----- Supplied data
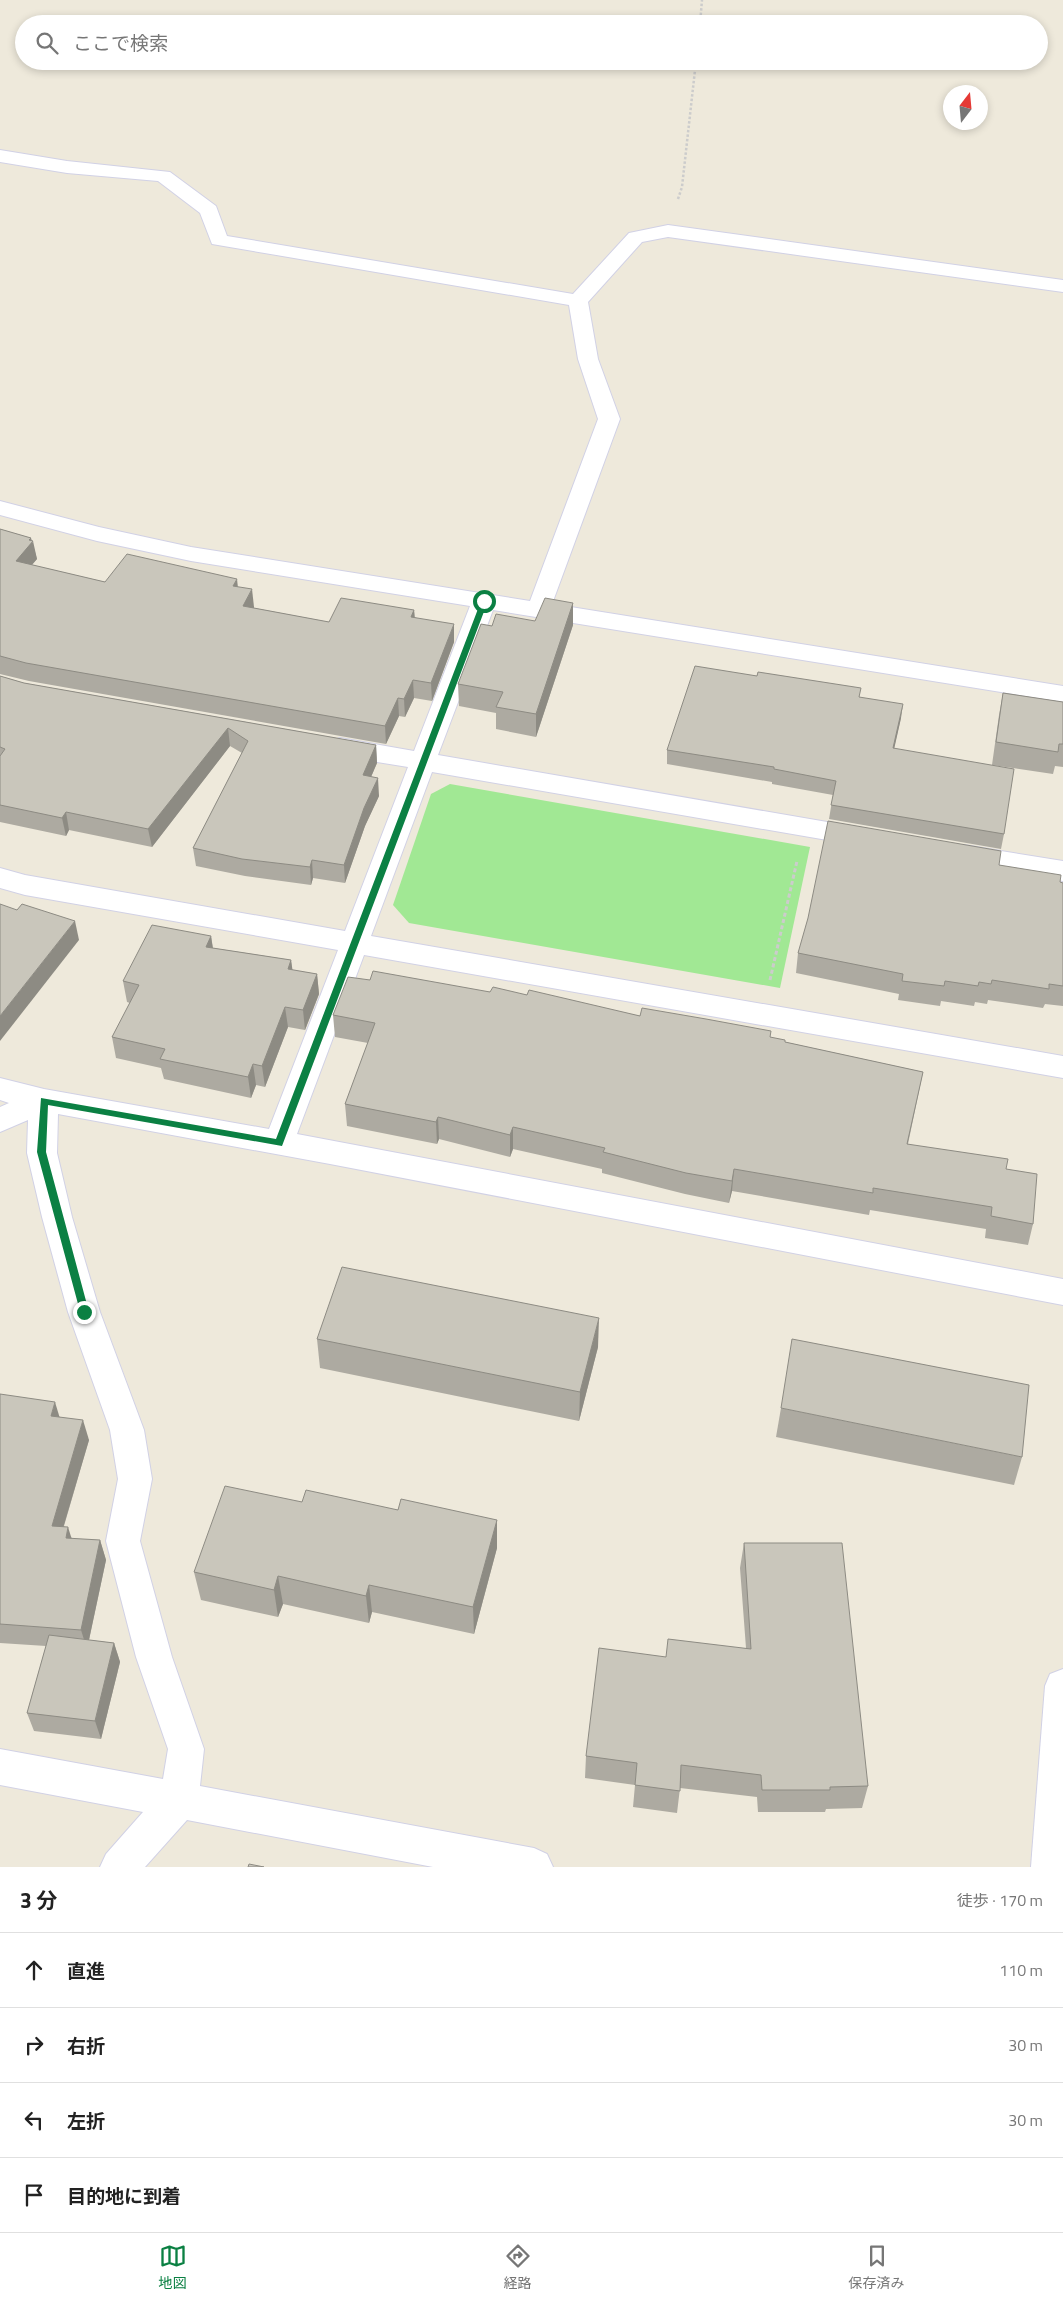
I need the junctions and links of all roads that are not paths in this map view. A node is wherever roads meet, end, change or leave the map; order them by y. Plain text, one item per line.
1 (0, 156) edge
2 (1063, 286) edge
3 (578, 301) junction
4 (0, 508) edge
5 (484, 601) junction
6 (538, 610) junction
7 (1063, 694) edge
8 (316, 743) edge
9 (422, 762) junction
10 (881, 840) edge
11 (939, 850) edge
12 (1063, 871) edge
13 (0, 878) edge
14 (354, 943) junction
15 (1063, 1067) edge
16 (0, 1089) edge
17 (44, 1100) junction
18 (0, 1120) edge
19 (279, 1143) junction
20 (1063, 1292) edge
21 (1063, 1686) edge
22 (0, 1767) edge
23 (179, 1801) junction
24 (118, 1867) edge
25 (534, 1867) edge
26 (1050, 1867) edge

1 - 3 street
2 - 3 street
3 - 6 street
4 - 5 street
5 - 6 street
5 - 9 street
6 - 7 street
8 - 9 street
9 - 10 street
9 - 14 street
11 - 12 street
13 - 14 street
14 - 15 street
14 - 19 street
16 - 17 street
17 - 18 street
17 - 19 street
17 - 23 street
19 - 20 street
21 - 26 street
22 - 23 street
23 - 24 street
23 - 25 street

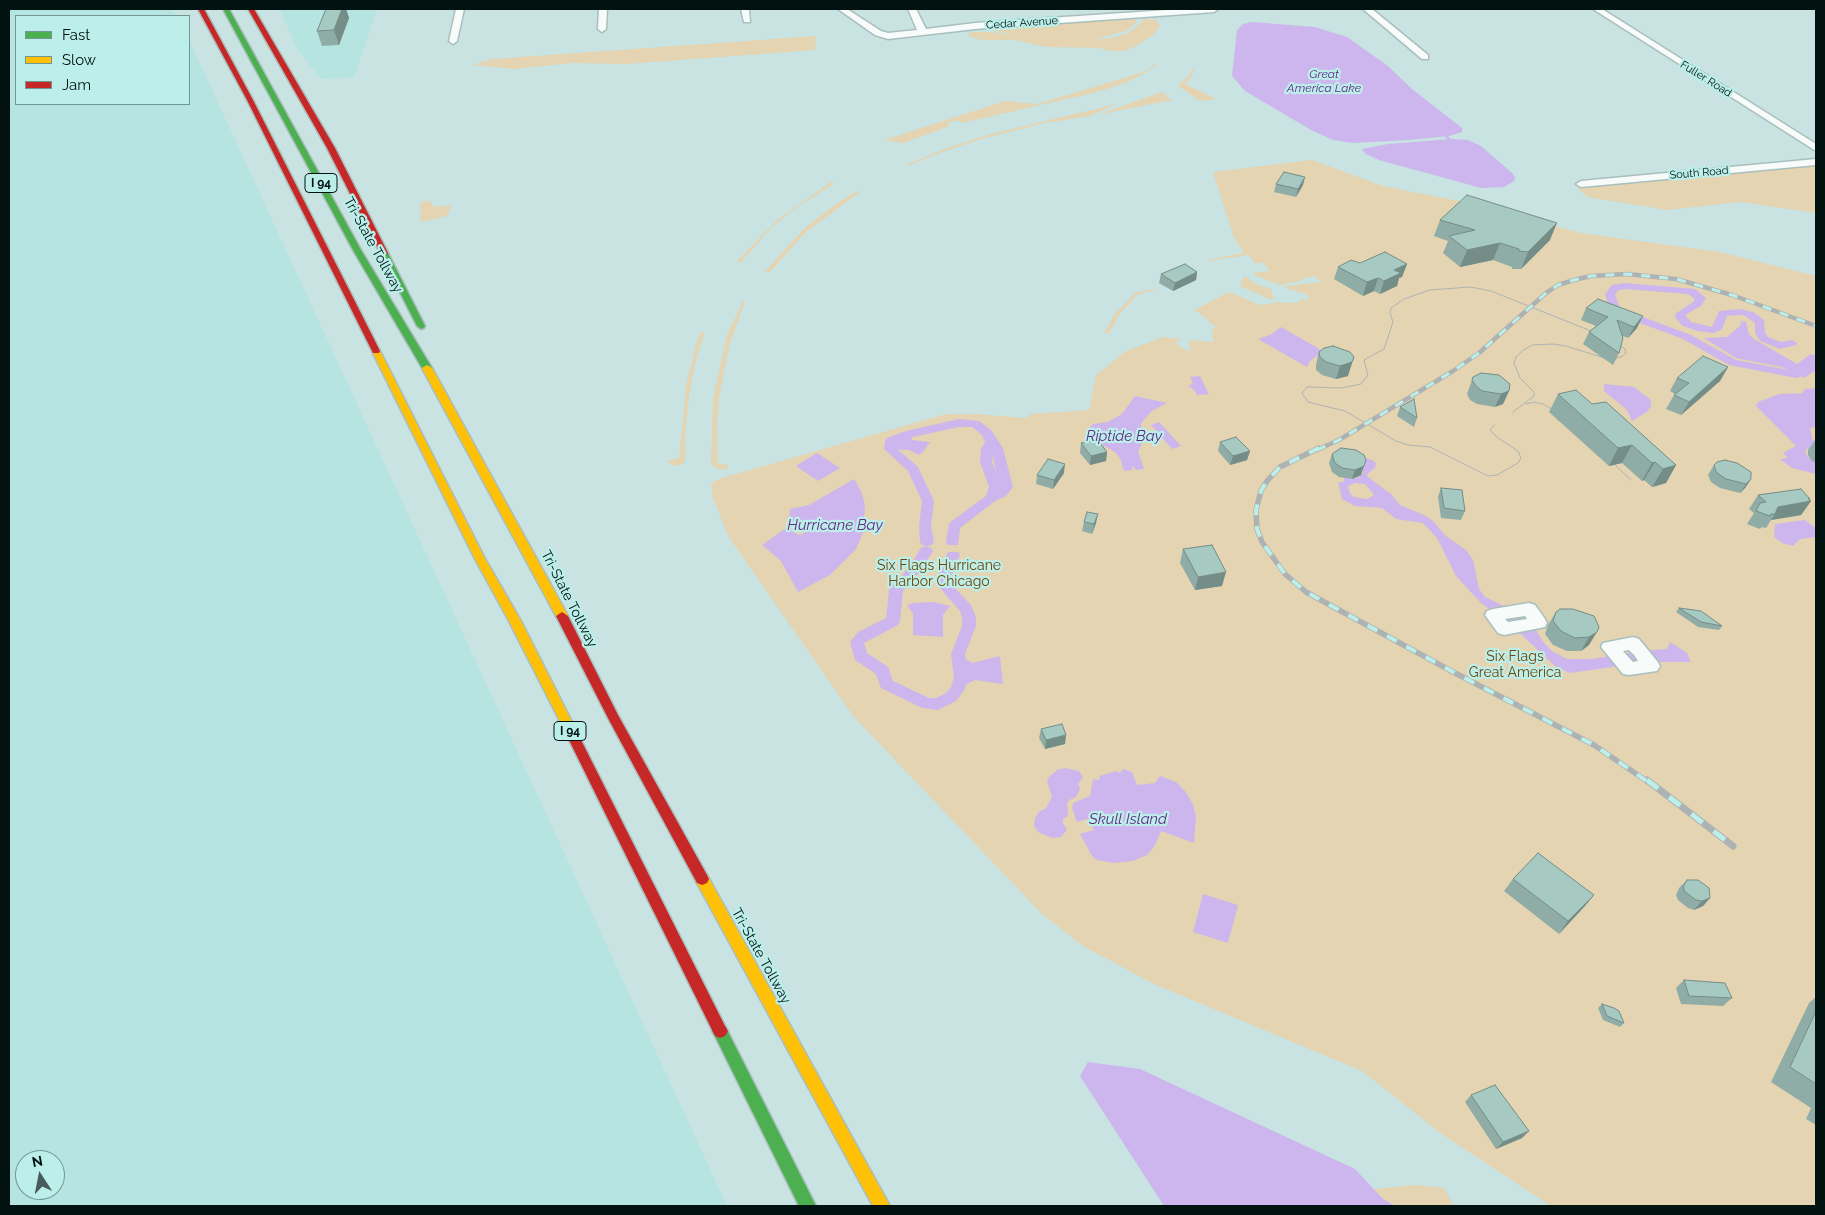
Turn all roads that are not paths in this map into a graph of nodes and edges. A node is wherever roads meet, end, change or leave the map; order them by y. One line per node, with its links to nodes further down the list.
1 (201, 9): 24 (highway, I 94)
2 (226, 9): 23 (highway, Tri-State Tollway / I 94)
3 (250, 9): 23 (highway)
4 (460, 9): 18 (street)
5 (603, 9): 16 (street)
6 (745, 9): 14 (street)
7 (842, 9): 17 (street, Cedar Avenue)
8 (912, 9): 17 (street)
9 (1041, 9): 15 (street)
10 (1214, 9): 13 (street, Cedar Avenue)
11 (1367, 9): 19 (street)
12 (1597, 9): 20 (street, Fuller Road)
13 (1178, 10): 15 (street, Cedar Avenue)
14 (747, 20)
15 (1049, 21): 17 (street, Cedar Avenue)
16 (602, 29)
17 (923, 33)
18 (453, 41)
19 (1425, 57)
20 (1816, 148)
21 (1816, 162): 22 (street, South Road)
22 (1581, 184)
23 (420, 355): 25 (highway, Tri-State Tollway / I 94)
24 (808, 1206)
25 (882, 1206)

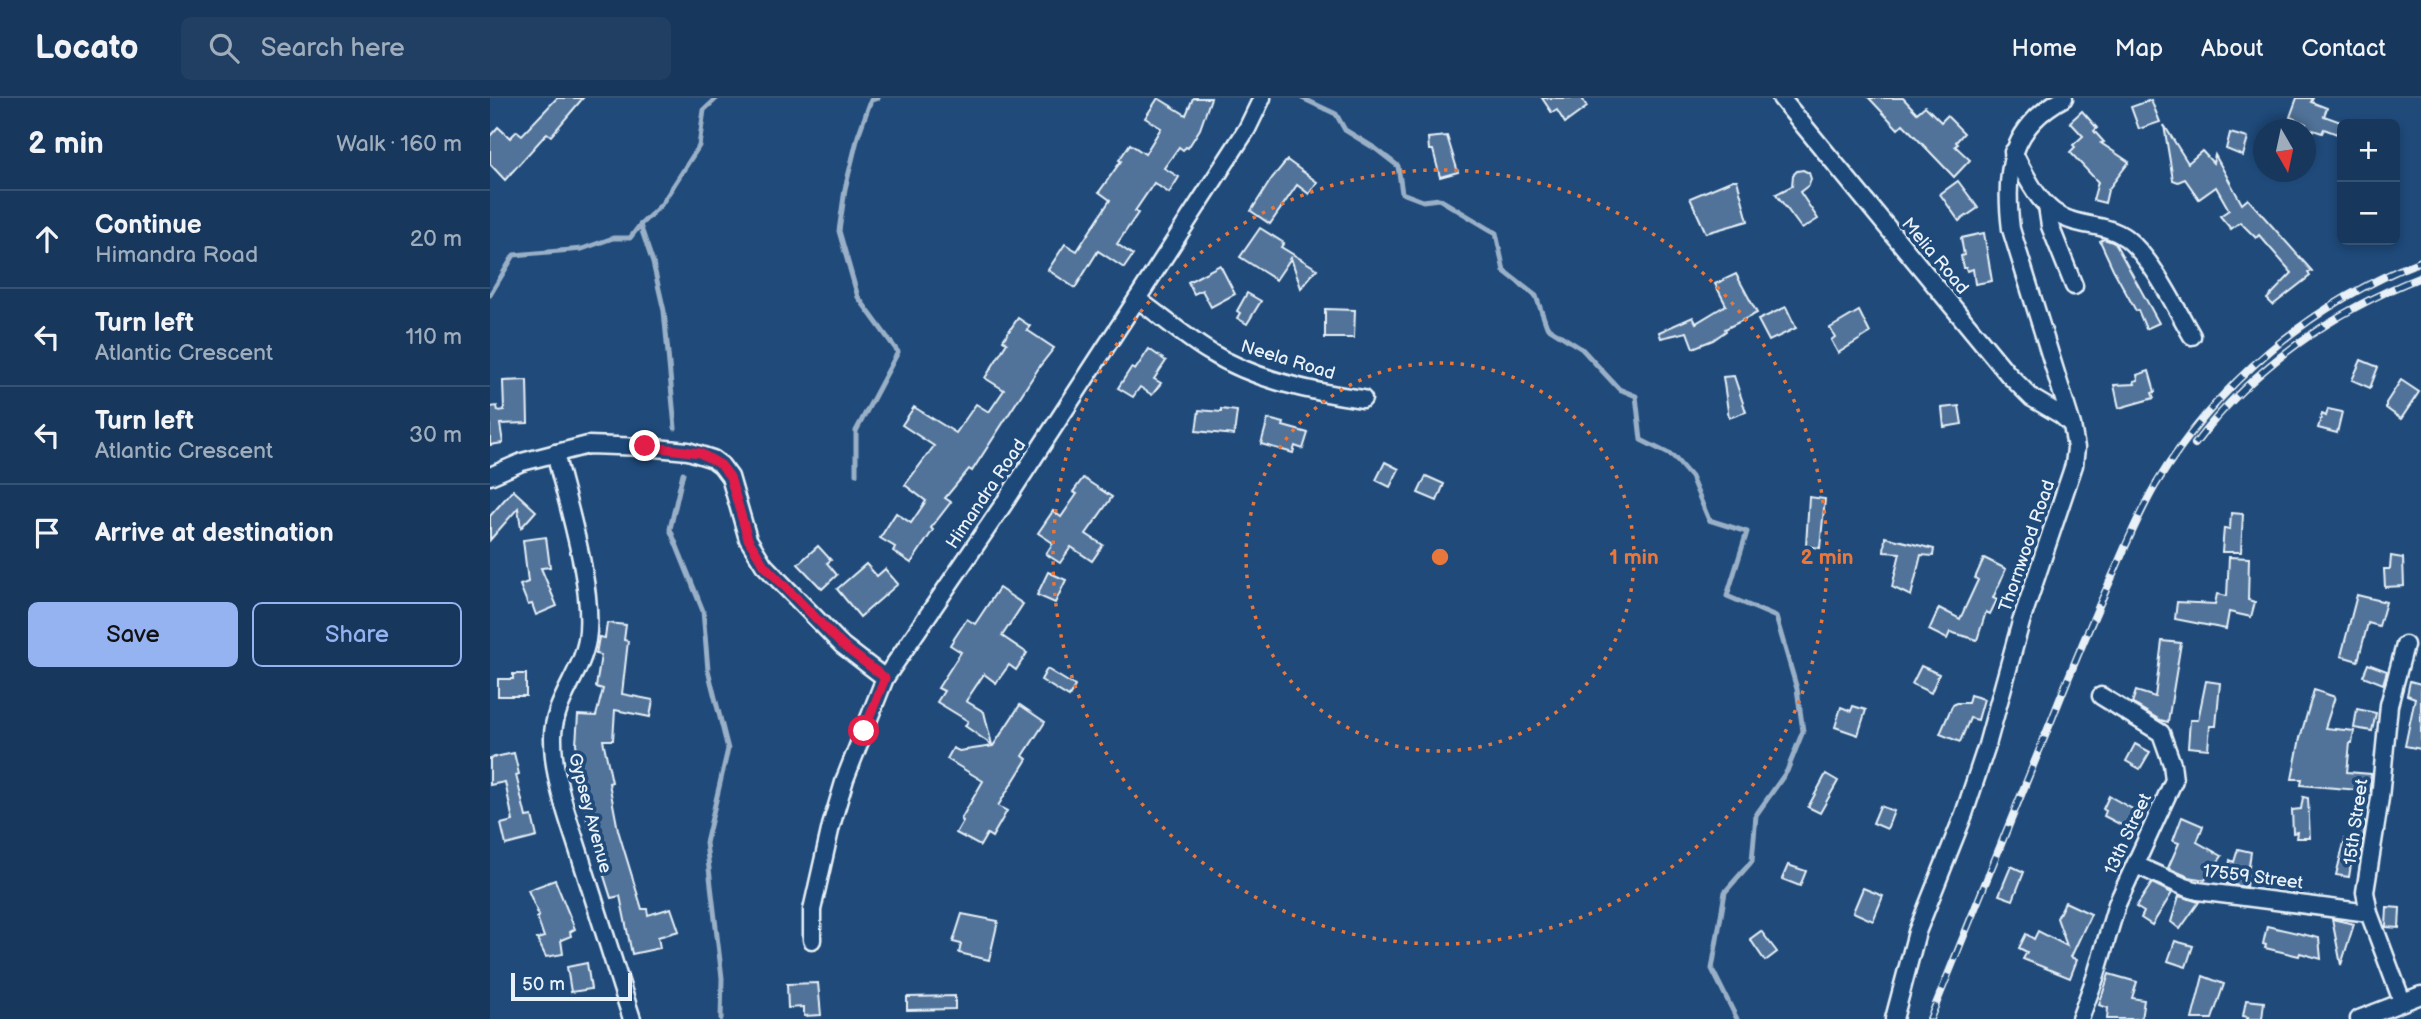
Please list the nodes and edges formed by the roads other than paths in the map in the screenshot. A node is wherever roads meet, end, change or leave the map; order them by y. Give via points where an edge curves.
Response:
----------
Please copy out the whole listing exactly as it stands, minus the pictures.

### Result of this task
I need the junctions and links of all roads that are not paths in this map view. A node is wherever roads meet, end, change or leave the map; order them by y. Plain text, one item per line.
1 (0, 156) edge
2 (1063, 286) edge
3 (578, 301) junction
4 (0, 508) edge
5 (484, 601) junction
6 (538, 610) junction
7 (1063, 694) edge
8 (316, 743) edge
9 (422, 762) junction
10 (881, 840) edge
11 (939, 850) edge
12 (1063, 871) edge
13 (0, 878) edge
14 (354, 943) junction
15 (1063, 1067) edge
16 (0, 1089) edge
17 (44, 1100) junction
18 (0, 1120) edge
19 (279, 1143) junction
20 (1063, 1292) edge
21 (1063, 1686) edge
22 (0, 1767) edge
23 (179, 1801) junction
24 (118, 1867) edge
25 (534, 1867) edge
26 (1050, 1867) edge

1 - 3 street
2 - 3 street
3 - 6 street
4 - 5 street
5 - 6 street
5 - 9 street
6 - 7 street
8 - 9 street
9 - 10 street
9 - 14 street
11 - 12 street
13 - 14 street
14 - 15 street
14 - 19 street
16 - 17 street
17 - 18 street
17 - 19 street
17 - 23 street
19 - 20 street
21 - 26 street
22 - 23 street
23 - 24 street
23 - 25 street

Turn all roads that are not paths in this map into a graph of nodes and edges. A node is wherever roads meet, end, change or leave the map; order them by y. One line per node, with its links to nodes further down the list.
1 (201, 9): 24 (highway, I 94)
2 (226, 9): 23 (highway, Tri-State Tollway / I 94)
3 (250, 9): 23 (highway)
4 (460, 9): 18 (street)
5 (603, 9): 16 (street)
6 (745, 9): 14 (street)
7 (842, 9): 17 (street, Cedar Avenue)
8 (912, 9): 17 (street)
9 (1041, 9): 15 (street)
10 (1214, 9): 13 (street, Cedar Avenue)
11 (1367, 9): 19 (street)
12 (1597, 9): 20 (street, Fuller Road)
13 (1178, 10): 15 (street, Cedar Avenue)
14 (747, 20)
15 (1049, 21): 17 (street, Cedar Avenue)
16 (602, 29)
17 (923, 33)
18 (453, 41)
19 (1425, 57)
20 (1816, 148)
21 (1816, 162): 22 (street, South Road)
22 (1581, 184)
23 (420, 355): 25 (highway, Tri-State Tollway / I 94)
24 (808, 1206)
25 (882, 1206)

Please list the nodes and edges formed by the roads other than paths in the map in the screenshot. A node is wherever roads meet, end, change or leave the map; order them by y. Give via points where an edge curves.
Response:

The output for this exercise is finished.